[Collected data]
# # # #

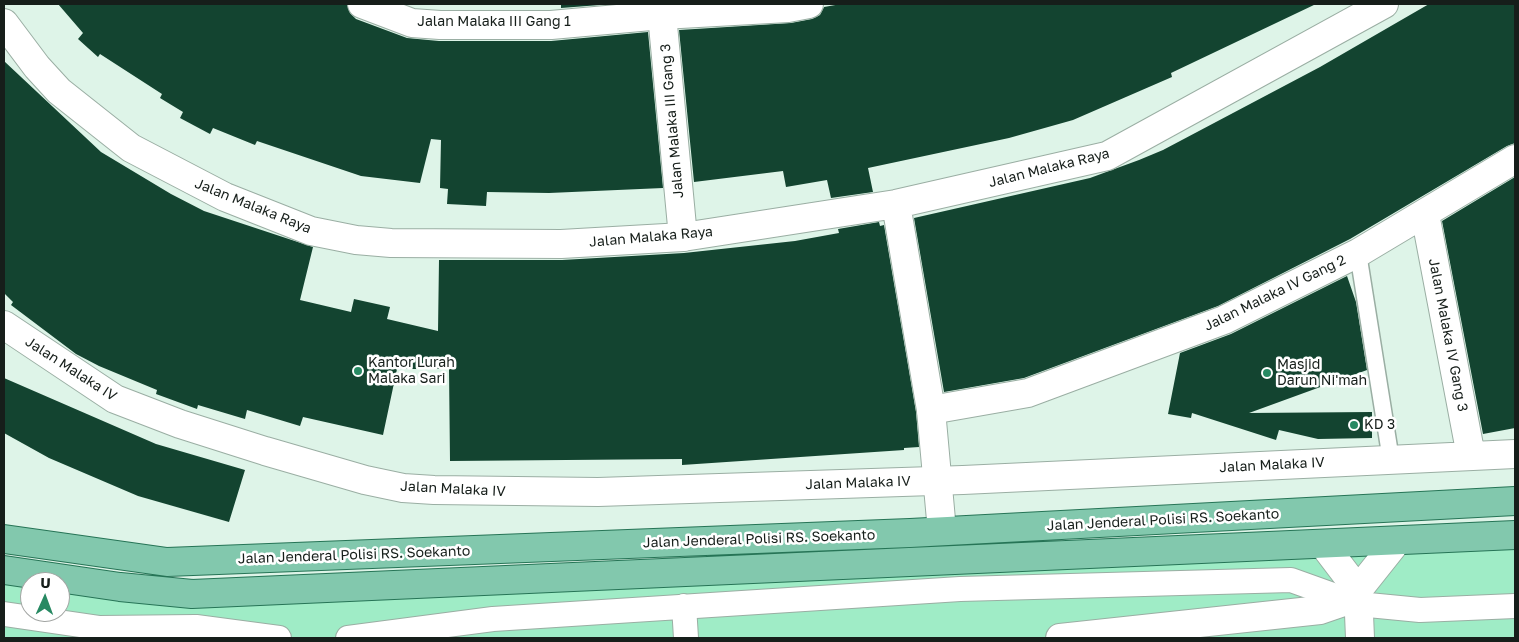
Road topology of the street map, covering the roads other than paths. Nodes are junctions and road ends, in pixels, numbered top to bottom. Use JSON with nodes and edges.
{"nodes":[{"id":1,"x":362,"y":4,"type":"edge"},
{"id":2,"x":795,"y":5,"type":"edge"},
{"id":3,"x":1380,"y":5,"type":"edge"},
{"id":4,"x":662,"y":9,"type":"edge"},
{"id":5,"x":468,"y":14,"type":"edge"},
{"id":6,"x":4,"y":23,"type":"edge"},
{"id":7,"x":1515,"y":160,"type":"edge"},
{"id":8,"x":896,"y":204,"type":"junction"},
{"id":9,"x":1425,"y":214,"type":"junction"},
{"id":10,"x":683,"y":237,"type":"junction"},
{"id":11,"x":1358,"y":253,"type":"junction"},
{"id":12,"x":4,"y":325,"type":"edge"},
{"id":13,"x":931,"y":410,"type":"junction"},
{"id":14,"x":1515,"y":454,"type":"edge"},
{"id":15,"x":1471,"y":456,"type":"junction"},
{"id":16,"x":1391,"y":460,"type":"junction"},
{"id":17,"x":938,"y":481,"type":"junction"},
{"id":18,"x":1515,"y":501,"type":"edge"},
{"id":19,"x":942,"y":531,"type":"junction"},
{"id":20,"x":1515,"y":536,"type":"edge"},
{"id":21,"x":4,"y":538,"type":"edge"},
{"id":22,"x":1397,"y":541,"type":"junction"},
{"id":23,"x":1322,"y":544,"type":"junction"},
{"id":24,"x":4,"y":570,"type":"edge"},
{"id":25,"x":1356,"y":598,"type":"junction"},
{"id":26,"x":684,"y":606,"type":"junction"},
{"id":27,"x":1515,"y":606,"type":"edge"},
{"id":28,"x":4,"y":614,"type":"edge"},
{"id":29,"x":279,"y":638,"type":"edge"},
{"id":30,"x":348,"y":638,"type":"edge"},
{"id":31,"x":686,"y":638,"type":"edge"},
{"id":32,"x":1060,"y":638,"type":"edge"},
{"id":33,"x":1360,"y":638,"type":"edge"}],
"edges":[{"from":1,"to":5,"type":"street","name":"Jalan Malaka III Gang 1"},
{"from":2,"to":4,"type":"street","name":"Jalan Malaka III Gang 1"},
{"from":3,"to":8,"type":"street","name":"Jalan Malaka Raya"},
{"from":4,"to":5,"type":"street","name":"Jalan Malaka III Gang 1"},
{"from":4,"to":10,"type":"street","name":"Jalan Malaka III Gang 3"},
{"from":6,"to":10,"type":"street","name":"Jalan Malaka Raya"},
{"from":7,"to":9,"type":"street","name":"Jalan Malaka IV Gang 2"},
{"from":8,"to":10,"type":"street","name":"Jalan Malaka Raya"},
{"from":8,"to":13,"type":"street"},
{"from":9,"to":11,"type":"street","name":"Jalan Malaka IV Gang 2"},
{"from":9,"to":15,"type":"street","name":"Jalan Malaka IV Gang 3"},
{"from":11,"to":13,"type":"street","name":"Jalan Malaka IV Gang 2"},
{"from":11,"to":16,"type":"lane"},
{"from":12,"to":17,"type":"street","name":"Jalan Malaka IV"},
{"from":13,"to":17,"type":"street"},
{"from":14,"to":15,"type":"street","name":"Jalan Malaka IV"},
{"from":15,"to":16,"type":"street","name":"Jalan Malaka IV"},
{"from":16,"to":17,"type":"street","name":"Jalan Malaka IV"},
{"from":17,"to":19,"type":"street"},
{"from":18,"to":19,"type":"main road","name":"Jalan Jenderal Polisi RS. Soekanto"},
{"from":19,"to":21,"type":"main road","name":"Jalan Jenderal Polisi RS. Soekanto"},
{"from":20,"to":22,"type":"main road"},
{"from":22,"to":23,"type":"main road"},
{"from":22,"to":25,"type":"street"},
{"from":23,"to":24,"type":"main road"},
{"from":23,"to":25,"type":"street"},
{"from":25,"to":26,"type":"street"},
{"from":25,"to":27,"type":"street"},
{"from":25,"to":32,"type":"street"},
{"from":25,"to":33,"type":"street"},
{"from":26,"to":30,"type":"street"},
{"from":26,"to":31,"type":"street"},
{"from":28,"to":29,"type":"street"}]}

# # # #

§ **WHAT YOU NEED TO DO**
The answer must be the entries above, printed exactly, with no pictures.

§ **ANSWER TO THIS PROBLEM**
Road topology of the street map, covering the roads other than paths. Nodes are junctions and road ends, in pixels, numbered top to bottom. Use JSON with nodes and edges.
{"nodes":[{"id":1,"x":362,"y":4,"type":"edge"},
{"id":2,"x":795,"y":5,"type":"edge"},
{"id":3,"x":1380,"y":5,"type":"edge"},
{"id":4,"x":662,"y":9,"type":"edge"},
{"id":5,"x":468,"y":14,"type":"edge"},
{"id":6,"x":4,"y":23,"type":"edge"},
{"id":7,"x":1515,"y":160,"type":"edge"},
{"id":8,"x":896,"y":204,"type":"junction"},
{"id":9,"x":1425,"y":214,"type":"junction"},
{"id":10,"x":683,"y":237,"type":"junction"},
{"id":11,"x":1358,"y":253,"type":"junction"},
{"id":12,"x":4,"y":325,"type":"edge"},
{"id":13,"x":931,"y":410,"type":"junction"},
{"id":14,"x":1515,"y":454,"type":"edge"},
{"id":15,"x":1471,"y":456,"type":"junction"},
{"id":16,"x":1391,"y":460,"type":"junction"},
{"id":17,"x":938,"y":481,"type":"junction"},
{"id":18,"x":1515,"y":501,"type":"edge"},
{"id":19,"x":942,"y":531,"type":"junction"},
{"id":20,"x":1515,"y":536,"type":"edge"},
{"id":21,"x":4,"y":538,"type":"edge"},
{"id":22,"x":1397,"y":541,"type":"junction"},
{"id":23,"x":1322,"y":544,"type":"junction"},
{"id":24,"x":4,"y":570,"type":"edge"},
{"id":25,"x":1356,"y":598,"type":"junction"},
{"id":26,"x":684,"y":606,"type":"junction"},
{"id":27,"x":1515,"y":606,"type":"edge"},
{"id":28,"x":4,"y":614,"type":"edge"},
{"id":29,"x":279,"y":638,"type":"edge"},
{"id":30,"x":348,"y":638,"type":"edge"},
{"id":31,"x":686,"y":638,"type":"edge"},
{"id":32,"x":1060,"y":638,"type":"edge"},
{"id":33,"x":1360,"y":638,"type":"edge"}],
"edges":[{"from":1,"to":5,"type":"street","name":"Jalan Malaka III Gang 1"},
{"from":2,"to":4,"type":"street","name":"Jalan Malaka III Gang 1"},
{"from":3,"to":8,"type":"street","name":"Jalan Malaka Raya"},
{"from":4,"to":5,"type":"street","name":"Jalan Malaka III Gang 1"},
{"from":4,"to":10,"type":"street","name":"Jalan Malaka III Gang 3"},
{"from":6,"to":10,"type":"street","name":"Jalan Malaka Raya"},
{"from":7,"to":9,"type":"street","name":"Jalan Malaka IV Gang 2"},
{"from":8,"to":10,"type":"street","name":"Jalan Malaka Raya"},
{"from":8,"to":13,"type":"street"},
{"from":9,"to":11,"type":"street","name":"Jalan Malaka IV Gang 2"},
{"from":9,"to":15,"type":"street","name":"Jalan Malaka IV Gang 3"},
{"from":11,"to":13,"type":"street","name":"Jalan Malaka IV Gang 2"},
{"from":11,"to":16,"type":"lane"},
{"from":12,"to":17,"type":"street","name":"Jalan Malaka IV"},
{"from":13,"to":17,"type":"street"},
{"from":14,"to":15,"type":"street","name":"Jalan Malaka IV"},
{"from":15,"to":16,"type":"street","name":"Jalan Malaka IV"},
{"from":16,"to":17,"type":"street","name":"Jalan Malaka IV"},
{"from":17,"to":19,"type":"street"},
{"from":18,"to":19,"type":"main road","name":"Jalan Jenderal Polisi RS. Soekanto"},
{"from":19,"to":21,"type":"main road","name":"Jalan Jenderal Polisi RS. Soekanto"},
{"from":20,"to":22,"type":"main road"},
{"from":22,"to":23,"type":"main road"},
{"from":22,"to":25,"type":"street"},
{"from":23,"to":24,"type":"main road"},
{"from":23,"to":25,"type":"street"},
{"from":25,"to":26,"type":"street"},
{"from":25,"to":27,"type":"street"},
{"from":25,"to":32,"type":"street"},
{"from":25,"to":33,"type":"street"},
{"from":26,"to":30,"type":"street"},
{"from":26,"to":31,"type":"street"},
{"from":28,"to":29,"type":"street"}]}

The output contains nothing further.